Personnally, I hold the opinion that taboos and censorship generally serve the interests of manipulators and that we should feel free to explore all aspects of this question. Recent high visibility cases of assisted suicide, voluntary euthanasia and non-voluntary euthanasia have prompted the Humanist Foundation of Québec to set up a commitee to study this question. This page is a first attempt to clarify the matter of responsibility in suicide.
The medical machine
Dominated by the hypocratic oath, medical ethics impose the obligation to prolong life in all circumstances even when the quality of the life remaining is more important to the patient than its duration. The fragmentation of medecine into more and more narrow specialities tends to concentrate the attention of medical personnel on the struggle against the specific illness they are treating at the expense of the general well being of the patient. Finally, the progress of medical science now makes it possible to considerably prolong life by correcting many organic deficiencies that would have previously caused death.
We are all likely to survive medical incidents that would have carried us away a few decades ago. To prolong life constitutes a remarkable acheivement when the quality of life can be maintained at a high level but that is not allways the case.
Only the concerned individual can evaluate the bottom line between the prolongation of his life and the degradation of its quality. It is quite legitimate for a patient to prefer death to unbearable suffering in his prolonged life. It is perfectly reasonable for such an individual to choose a rational suicide when there is no hope of improvement in his condition. Such a liberation is his right and suicide is legal..

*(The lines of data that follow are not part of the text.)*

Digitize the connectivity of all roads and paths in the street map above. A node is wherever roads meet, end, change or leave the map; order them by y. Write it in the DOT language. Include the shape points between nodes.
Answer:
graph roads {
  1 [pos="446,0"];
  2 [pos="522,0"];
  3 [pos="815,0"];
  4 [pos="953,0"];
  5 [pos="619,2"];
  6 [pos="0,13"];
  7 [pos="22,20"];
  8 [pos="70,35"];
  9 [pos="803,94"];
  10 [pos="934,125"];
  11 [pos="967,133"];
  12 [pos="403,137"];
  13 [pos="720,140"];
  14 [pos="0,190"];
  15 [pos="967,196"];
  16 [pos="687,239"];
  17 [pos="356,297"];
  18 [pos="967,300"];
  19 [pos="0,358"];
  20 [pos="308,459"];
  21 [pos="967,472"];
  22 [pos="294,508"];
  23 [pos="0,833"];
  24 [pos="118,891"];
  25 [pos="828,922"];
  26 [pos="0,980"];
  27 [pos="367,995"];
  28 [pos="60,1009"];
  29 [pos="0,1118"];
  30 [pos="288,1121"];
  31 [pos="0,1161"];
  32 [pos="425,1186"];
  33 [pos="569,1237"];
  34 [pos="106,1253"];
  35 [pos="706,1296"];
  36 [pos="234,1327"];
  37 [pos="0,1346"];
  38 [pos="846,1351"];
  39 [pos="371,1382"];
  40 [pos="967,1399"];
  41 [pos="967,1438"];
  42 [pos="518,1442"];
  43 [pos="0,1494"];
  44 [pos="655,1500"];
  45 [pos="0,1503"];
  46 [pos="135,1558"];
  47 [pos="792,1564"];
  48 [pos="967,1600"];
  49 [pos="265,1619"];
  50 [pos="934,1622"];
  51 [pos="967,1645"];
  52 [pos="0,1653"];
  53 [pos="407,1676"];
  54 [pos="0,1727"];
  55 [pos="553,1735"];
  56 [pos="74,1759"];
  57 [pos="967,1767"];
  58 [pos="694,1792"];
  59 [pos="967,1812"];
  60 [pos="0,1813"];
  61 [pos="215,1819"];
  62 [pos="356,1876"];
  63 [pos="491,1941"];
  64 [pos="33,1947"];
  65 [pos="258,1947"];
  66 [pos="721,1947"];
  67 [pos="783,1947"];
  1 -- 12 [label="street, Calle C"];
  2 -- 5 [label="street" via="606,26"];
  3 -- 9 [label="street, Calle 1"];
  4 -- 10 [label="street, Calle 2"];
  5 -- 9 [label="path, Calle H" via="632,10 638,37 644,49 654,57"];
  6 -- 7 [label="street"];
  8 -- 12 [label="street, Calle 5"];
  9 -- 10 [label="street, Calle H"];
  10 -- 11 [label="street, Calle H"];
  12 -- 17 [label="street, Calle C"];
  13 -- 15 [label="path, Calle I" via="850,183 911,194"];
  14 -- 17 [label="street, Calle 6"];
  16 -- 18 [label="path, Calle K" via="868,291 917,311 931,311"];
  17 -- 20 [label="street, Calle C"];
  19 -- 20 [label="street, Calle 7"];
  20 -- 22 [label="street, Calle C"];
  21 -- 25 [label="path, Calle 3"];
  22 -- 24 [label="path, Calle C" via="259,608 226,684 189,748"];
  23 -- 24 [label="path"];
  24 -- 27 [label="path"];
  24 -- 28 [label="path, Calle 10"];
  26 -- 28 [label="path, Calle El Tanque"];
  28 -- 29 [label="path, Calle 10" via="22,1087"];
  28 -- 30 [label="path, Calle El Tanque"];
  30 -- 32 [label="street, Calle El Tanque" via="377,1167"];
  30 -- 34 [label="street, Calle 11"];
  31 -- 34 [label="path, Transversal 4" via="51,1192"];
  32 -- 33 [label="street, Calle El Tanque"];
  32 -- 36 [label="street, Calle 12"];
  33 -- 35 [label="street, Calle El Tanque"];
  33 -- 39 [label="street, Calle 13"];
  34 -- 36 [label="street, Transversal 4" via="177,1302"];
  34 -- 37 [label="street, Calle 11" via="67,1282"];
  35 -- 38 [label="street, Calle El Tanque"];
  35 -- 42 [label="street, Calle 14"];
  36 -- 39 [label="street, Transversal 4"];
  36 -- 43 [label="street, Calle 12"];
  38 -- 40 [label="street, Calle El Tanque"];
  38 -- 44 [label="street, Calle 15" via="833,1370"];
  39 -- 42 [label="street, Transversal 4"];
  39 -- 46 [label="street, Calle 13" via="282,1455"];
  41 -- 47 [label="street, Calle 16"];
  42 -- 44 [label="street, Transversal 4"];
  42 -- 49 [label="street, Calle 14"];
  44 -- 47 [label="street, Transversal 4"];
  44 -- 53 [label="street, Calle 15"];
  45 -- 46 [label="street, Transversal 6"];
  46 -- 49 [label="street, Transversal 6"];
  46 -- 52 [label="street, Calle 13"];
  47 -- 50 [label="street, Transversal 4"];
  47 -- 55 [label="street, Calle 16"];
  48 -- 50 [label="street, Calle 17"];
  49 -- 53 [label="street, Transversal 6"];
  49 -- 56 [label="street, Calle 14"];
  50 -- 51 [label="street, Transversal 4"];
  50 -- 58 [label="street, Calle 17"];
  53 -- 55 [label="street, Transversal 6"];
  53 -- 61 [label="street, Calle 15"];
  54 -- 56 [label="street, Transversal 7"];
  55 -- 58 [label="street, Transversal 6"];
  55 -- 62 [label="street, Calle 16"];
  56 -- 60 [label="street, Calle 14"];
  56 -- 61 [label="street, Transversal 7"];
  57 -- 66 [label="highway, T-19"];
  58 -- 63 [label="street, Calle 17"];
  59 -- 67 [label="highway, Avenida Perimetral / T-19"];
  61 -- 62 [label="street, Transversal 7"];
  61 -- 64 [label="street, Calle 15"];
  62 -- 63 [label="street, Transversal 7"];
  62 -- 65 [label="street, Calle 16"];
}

Generally however, the exercise of that right is legal only when the subject is capable of carrying it out by himself. Indeed, the laws of most countries prohibit a third party from helping someone to commit suicide. Exceptions are still few, Switzerland, the Netherlands, Belgium and Oregon, but the list is growing.

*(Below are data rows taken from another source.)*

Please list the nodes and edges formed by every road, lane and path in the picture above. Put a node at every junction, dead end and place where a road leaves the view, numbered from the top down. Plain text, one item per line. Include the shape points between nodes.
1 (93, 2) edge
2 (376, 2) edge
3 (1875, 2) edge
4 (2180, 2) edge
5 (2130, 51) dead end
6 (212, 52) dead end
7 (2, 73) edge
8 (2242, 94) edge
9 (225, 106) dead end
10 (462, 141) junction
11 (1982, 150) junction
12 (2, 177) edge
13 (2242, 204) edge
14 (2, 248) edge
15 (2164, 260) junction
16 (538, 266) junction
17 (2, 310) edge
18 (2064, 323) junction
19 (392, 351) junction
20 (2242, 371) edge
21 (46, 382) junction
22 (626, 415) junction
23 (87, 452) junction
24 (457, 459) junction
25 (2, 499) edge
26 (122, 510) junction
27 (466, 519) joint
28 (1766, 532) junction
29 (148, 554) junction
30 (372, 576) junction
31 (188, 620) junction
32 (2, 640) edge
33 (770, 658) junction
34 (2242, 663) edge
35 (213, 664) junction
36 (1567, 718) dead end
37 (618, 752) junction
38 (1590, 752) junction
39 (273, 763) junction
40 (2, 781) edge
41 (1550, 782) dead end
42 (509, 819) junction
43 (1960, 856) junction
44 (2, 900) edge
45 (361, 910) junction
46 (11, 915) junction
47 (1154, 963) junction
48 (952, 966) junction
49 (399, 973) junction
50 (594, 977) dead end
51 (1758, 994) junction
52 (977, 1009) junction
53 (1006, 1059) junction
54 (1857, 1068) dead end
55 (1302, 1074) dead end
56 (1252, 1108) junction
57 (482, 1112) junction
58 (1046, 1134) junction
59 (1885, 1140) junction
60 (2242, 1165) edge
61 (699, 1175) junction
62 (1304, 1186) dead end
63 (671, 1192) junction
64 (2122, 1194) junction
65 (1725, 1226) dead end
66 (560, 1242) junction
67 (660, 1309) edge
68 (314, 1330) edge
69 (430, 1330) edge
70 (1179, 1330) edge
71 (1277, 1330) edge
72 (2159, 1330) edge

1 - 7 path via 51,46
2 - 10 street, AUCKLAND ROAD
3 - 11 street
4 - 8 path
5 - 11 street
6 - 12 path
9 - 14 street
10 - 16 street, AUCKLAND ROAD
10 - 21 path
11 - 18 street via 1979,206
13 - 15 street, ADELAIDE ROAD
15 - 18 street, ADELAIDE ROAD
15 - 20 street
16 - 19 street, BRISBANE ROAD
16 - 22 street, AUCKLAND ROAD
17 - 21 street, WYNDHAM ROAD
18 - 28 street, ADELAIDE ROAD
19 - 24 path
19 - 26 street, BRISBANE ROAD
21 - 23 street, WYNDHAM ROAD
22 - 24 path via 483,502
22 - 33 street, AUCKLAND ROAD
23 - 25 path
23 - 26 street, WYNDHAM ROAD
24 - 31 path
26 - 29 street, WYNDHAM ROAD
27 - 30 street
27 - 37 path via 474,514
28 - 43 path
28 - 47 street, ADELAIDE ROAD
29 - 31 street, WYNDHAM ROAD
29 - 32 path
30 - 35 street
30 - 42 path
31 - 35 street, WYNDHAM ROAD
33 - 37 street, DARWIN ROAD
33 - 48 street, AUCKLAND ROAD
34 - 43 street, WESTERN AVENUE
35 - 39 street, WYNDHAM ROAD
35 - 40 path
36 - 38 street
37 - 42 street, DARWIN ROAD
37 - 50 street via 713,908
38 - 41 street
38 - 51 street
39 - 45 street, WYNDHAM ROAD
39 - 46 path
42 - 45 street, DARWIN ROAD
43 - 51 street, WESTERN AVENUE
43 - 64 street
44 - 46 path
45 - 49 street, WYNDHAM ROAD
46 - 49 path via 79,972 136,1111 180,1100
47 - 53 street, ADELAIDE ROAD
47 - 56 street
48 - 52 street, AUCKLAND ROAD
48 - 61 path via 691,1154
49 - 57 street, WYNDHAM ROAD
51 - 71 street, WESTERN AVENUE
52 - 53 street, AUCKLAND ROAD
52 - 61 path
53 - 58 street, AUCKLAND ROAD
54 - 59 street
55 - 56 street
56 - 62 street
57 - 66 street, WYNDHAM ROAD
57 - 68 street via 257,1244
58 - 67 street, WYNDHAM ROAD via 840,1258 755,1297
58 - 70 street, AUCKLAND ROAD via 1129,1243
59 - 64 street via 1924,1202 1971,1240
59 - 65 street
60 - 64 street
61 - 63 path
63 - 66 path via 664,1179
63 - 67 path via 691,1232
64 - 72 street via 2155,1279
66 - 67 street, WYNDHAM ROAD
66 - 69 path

And yet, all public opinion polls, and there are many, reveal an overwhelming majority in favour of the availability of assisted suicide when requested by an agonising patient seeking to be freed from unbearable suffering in terminal phase. This contradiction between legislations and the will of the people reveals once more the failure of democraties exposed to the intervention of powerful private interests. In the case of assisted suicide, powerful religious organisations manage to impose their will on the majority in most countries even in those that claim to be secular.
Between suicide and murder
In real life, the specific circumstances of each case introduce a series of greys between the black and white of suicide and murder. The following table seeks to distinguish some broad categories as to the responsibility shared between the concerned individual and the medical profession.
Opponents of assisted suicide (religious groups), give themselves a good conscience by claiming that advanced "palliative care" can now reduce the physical and moral suffering of patients in terminal agony to a sufficient degree that it becomes acceptable to refuse the liberation they request.
These self righteous persons, who rush to deliver the "coup de grâce" to a severely wounded animal, do not find it cruel to prolong the agony of the dying because "suffering is good for the soul" or because "only GOD should choose the moment of death". What a monstrous hypocrisy it is that they impose their creed on everyone else in this manner!
Getting rid of the problem by mentionning "palliative care" is only a red herring because the resources necessary to offer such care efficiently are insufficient to meet the demand. The "palliative care" option will be credible only if it becomes a real alternative to assisted suicide, that is, when both will be equally available.
If at the critical moment, neither assisted suicide nor efficient palliative care are available, then you will become, like so many others, a "case" of a disease that the medical machine will combat to the end (yours), no matter what suffering that will cause you.
The only defense you will have against therapeutic abuse will be of having taken the precaution of signing a biological will before witnesses and distributing it widely enough that the medical machine cannot ignore it.
The thought that I will not be able to ask my doctors to help me put an end to my suffering makes me desperate. I am absolutely terrified by the perspective of being prisonner of a huge medical "machine" programmed to impose on me all kinds of treaments and procedures to prolong my life at all costs without regard for my wish to die.
If we try to imagine ourselves in the patient's shoes, we are forced to realise that forbidding assisted suicide is tantamount to an invitation to commit suicide prematurely to avoid being trapped by the medico-legal machine.